Our baby guppies are seven weeks old now. After the ill-fated release of a single fry a couple of weeks ago, we released them into the main tank today and they seem fine. A couple of them are in hiding. Assume this is because they observed the previous sacrifice.
People panic buy the weirdest things. Aspirin, paracetamol & ibuprofen I can understand. Toilet roll a little less so since you rarely get the runs with this type of illness. Bread flour? I have no idea why people would stockpile that, but I couldn’t find any in Asda, Tesco or Morrisons. Are people planning to spend their quarantine time baking? Anyway, while I’m not particularly worried about Covid-19, I’m starting to have some doubts about how we’ll manage if this thing blows up.
A bit hard to tell how this is all going to play out at the moment. Three years ago my family laughed when I installed a bidet, but when you suckers are fighting over toilet paper at Asda, I’ll be laughing all the way to the toilet.

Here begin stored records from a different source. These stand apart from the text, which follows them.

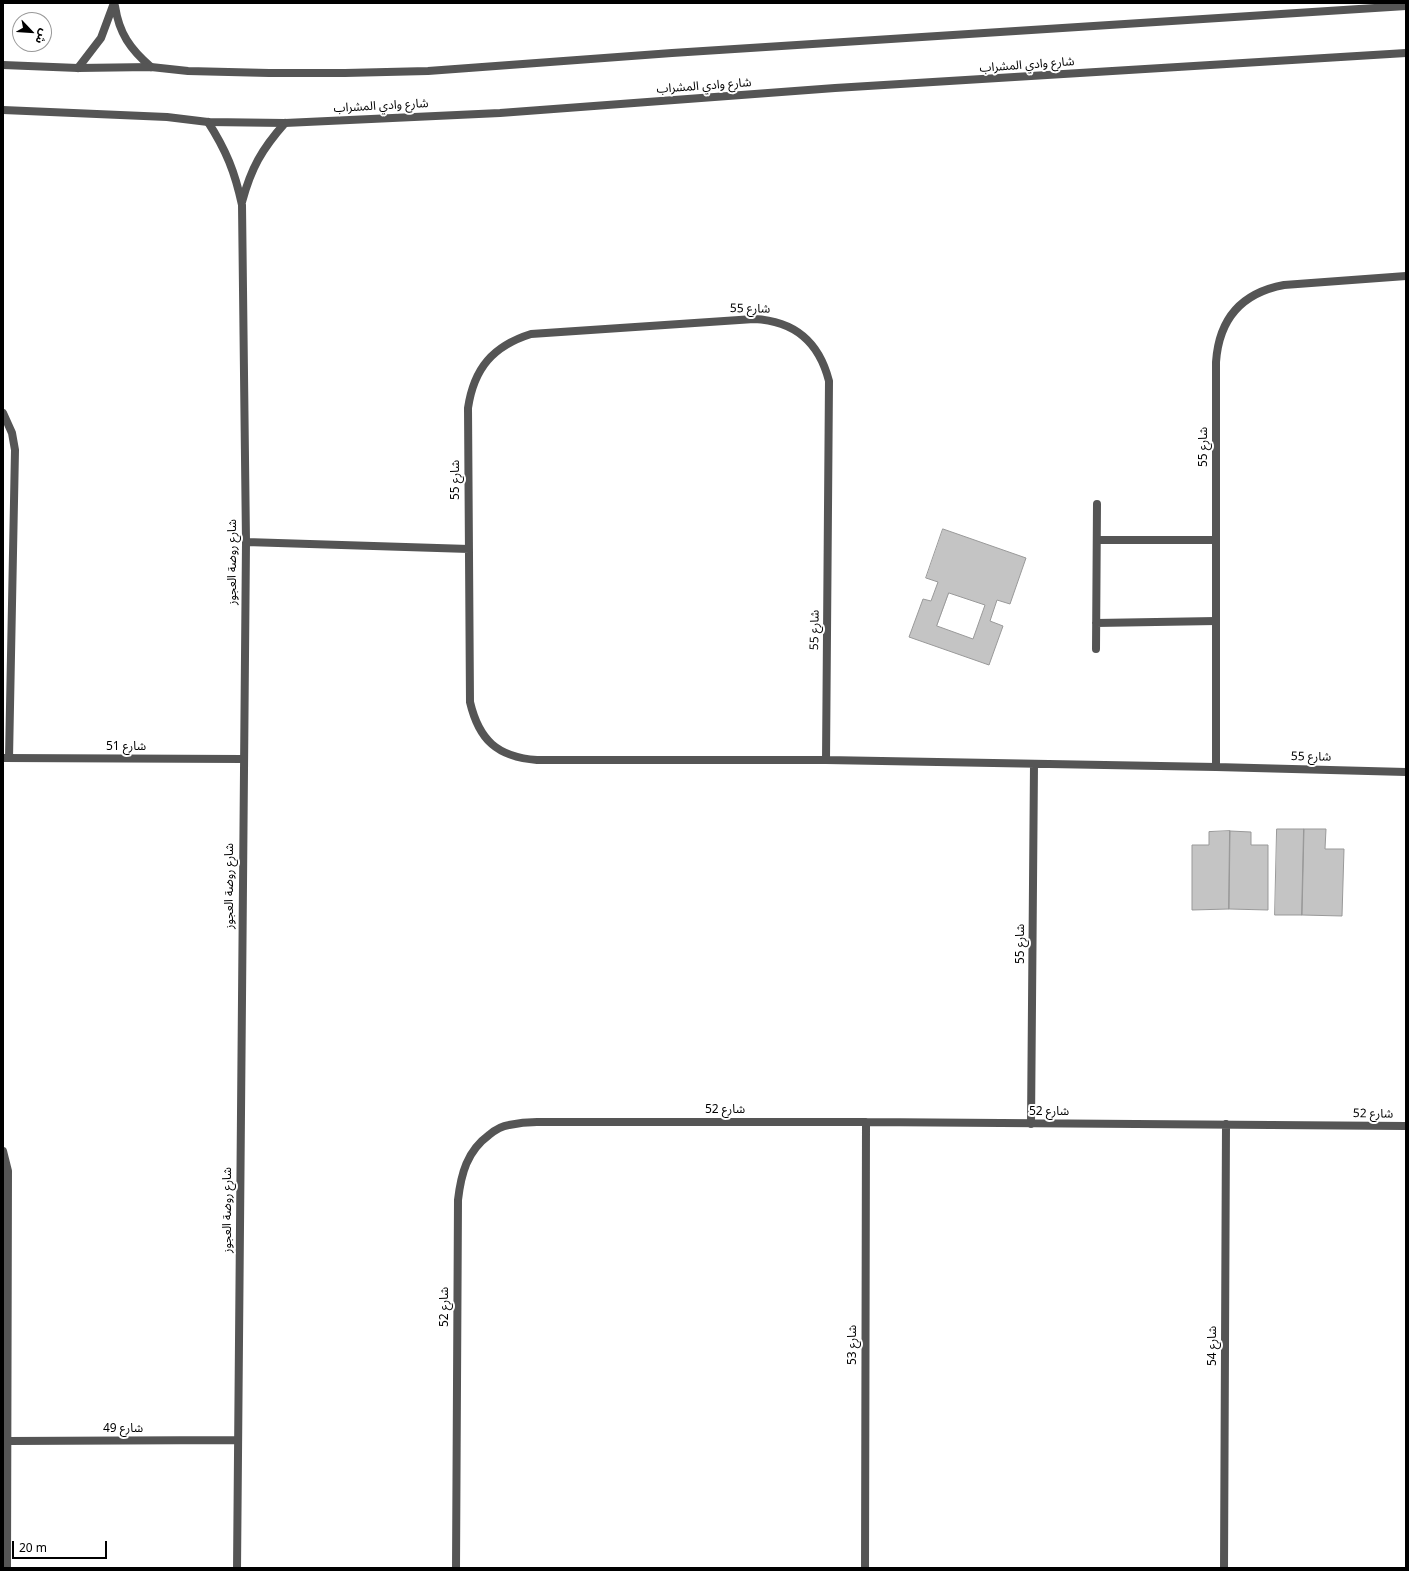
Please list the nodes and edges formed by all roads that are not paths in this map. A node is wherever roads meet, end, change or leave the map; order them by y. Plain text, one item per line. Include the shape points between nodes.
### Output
1 (114, 3) edge
2 (1406, 6) edge
3 (1406, 53) edge
4 (3, 65) edge
5 (150, 67) junction
6 (78, 68) junction
7 (3, 110) edge
8 (208, 122) junction
9 (285, 122) junction
10 (242, 205) junction
11 (1406, 276) edge
12 (3, 412) edge
13 (1097, 504) dead end
14 (1096, 540) junction
15 (1216, 540) junction
16 (246, 542) junction
17 (468, 549) junction
18 (1216, 621) junction
19 (1096, 623) junction
20 (1096, 649) dead end
21 (6, 758) edge
22 (243, 759) junction
23 (826, 760) junction
24 (1034, 764) junction
25 (1216, 767) junction
26 (1406, 772) edge
27 (866, 1122) junction
28 (1031, 1124) junction
29 (1226, 1124) junction
30 (1406, 1126) edge
31 (3, 1151) edge
32 (238, 1440) junction
33 (8, 1441) junction
34 (7, 1568) edge
35 (237, 1568) edge
36 (456, 1568) edge
37 (864, 1568) edge
38 (1224, 1568) edge

1 - 5 street via 117,21 125,39
1 - 6 street via 101,38
2 - 5 street via 679,52 428,71 269,73 188,71
3 - 9 street, شارع وادي المشراب via 500,112
4 - 6 street
5 - 6 street
7 - 8 street, شارع وادي المشراب via 166,117
8 - 9 street, شارع وادي المشراب
8 - 10 street, شارع روضة العجوز via 230,161
9 - 10 street, شارع روضة العجوز via 257,160
10 - 16 street, شارع روضة العجوز
11 - 15 street, شارع 55 via 1268,288 1253,295 1230,317 1217,346
12 - 21 street, شارع 51 via 12,433 15,450
13 - 14 street
14 - 15 street
14 - 19 street
15 - 18 street, شارع 55
16 - 17 street
16 - 22 street, شارع روضة العجوز
17 - 23 street, شارع 55 via 470,702 481,732 506,754 521,759 537,760
17 - 23 street, شارع 55 via 470,394 482,366 504,345 531,334 754,319 777,322 797,331 818,353 829,382
18 - 19 street
18 - 25 street, شارع 55
19 - 20 street
21 - 22 street, شارع 51
22 - 32 street, شارع روضة العجوز
23 - 24 street, شارع 55
24 - 25 street, شارع 55
24 - 28 street, شارع 55
25 - 26 street, شارع 55
27 - 28 street, شارع 52
27 - 36 street, شارع 52 via 522,1122 497,1129 476,1147 463,1171 458,1200
27 - 37 street, شارع 53
28 - 29 street, شارع 52
29 - 30 street, شارع 52
29 - 38 street, شارع 54
31 - 33 street via 8,1171
32 - 33 street, شارع 49
32 - 35 street, شارع روضة العجوز
33 - 34 street

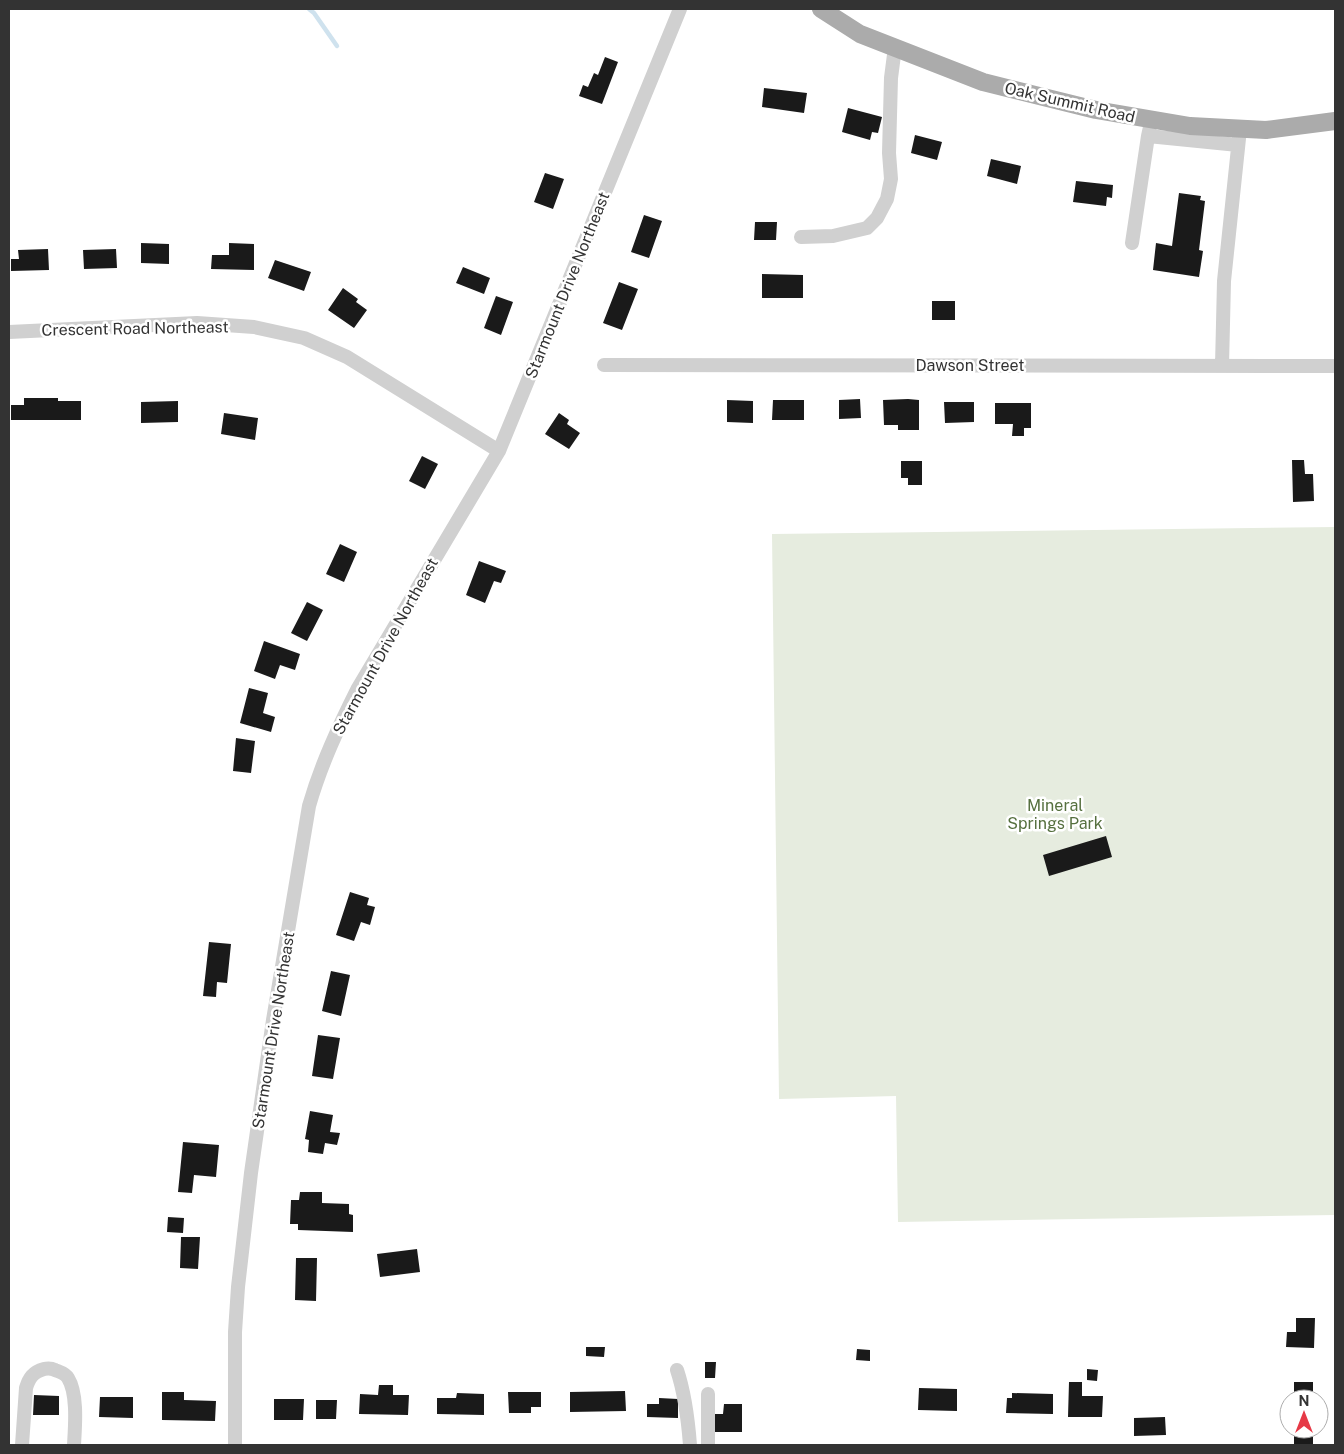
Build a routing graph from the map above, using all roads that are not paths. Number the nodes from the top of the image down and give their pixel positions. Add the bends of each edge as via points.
1 (680, 9) edge
2 (821, 9) edge
3 (895, 47) junction
4 (1335, 121) edge
5 (1150, 128) junction
6 (1239, 137) junction
7 (801, 237) dead end
8 (1132, 243) dead end
9 (9, 332) edge
10 (604, 365) dead end
11 (1222, 366) junction
12 (1335, 366) edge
13 (499, 451) junction
14 (677, 1370) dead end
15 (708, 1394) dead end
16 (22, 1445) edge
17 (74, 1445) edge
18 (235, 1445) edge
19 (690, 1445) edge
20 (708, 1445) edge

1 - 13 street, Starmount Drive Northeast
2 - 3 main road, Oak Summit Road via 860,34
3 - 5 main road, Oak Summit Road via 983,82 1096,110
3 - 7 street via 889,153 892,179 887,199 868,228 833,236
4 - 6 main road, Oak Summit Road
5 - 6 main road, Oak Summit Road via 1190,126
5 - 8 street
6 - 11 street via 1224,282
9 - 13 street, Crescent Road Northeast via 197,323 254,327 304,338 347,356
10 - 11 street, Dawson Street
11 - 12 street, Dawson Street
13 - 18 street, Starmount Drive Northeast via 358,688 334,736 308,806 273,1020 241,1258 235,1332
14 - 19 street via 686,1407
15 - 20 street
16 - 17 street via 29,1379 34,1372 50,1368 63,1373 71,1386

We’ve been watching back to back episodes of Gavin & Stacey. I’ve never seen it before, probably because of my irrational hatred of James Cordon. He is a knob, but this is actually really good.
I’m elbow-deep in the 1200 pages of Edge of Eternity, so haven’t finished a single book over the past fortnight. Ken Follett’s books are a bit of a commitment – but usually worth it. I’ve also started a re-read of Walter Isaacson’s autobiography of Steve Jobs.
A friend sent me the photo below, posted on Facebook by someone I went to school with, of my final year class of primary school. Surprising that so many of the names came right back to me, even though I haven’t thought of them for decades.
I’m on the top row, second from the left.
Have a good week. Wash your hands, and leave some toilet roll for me.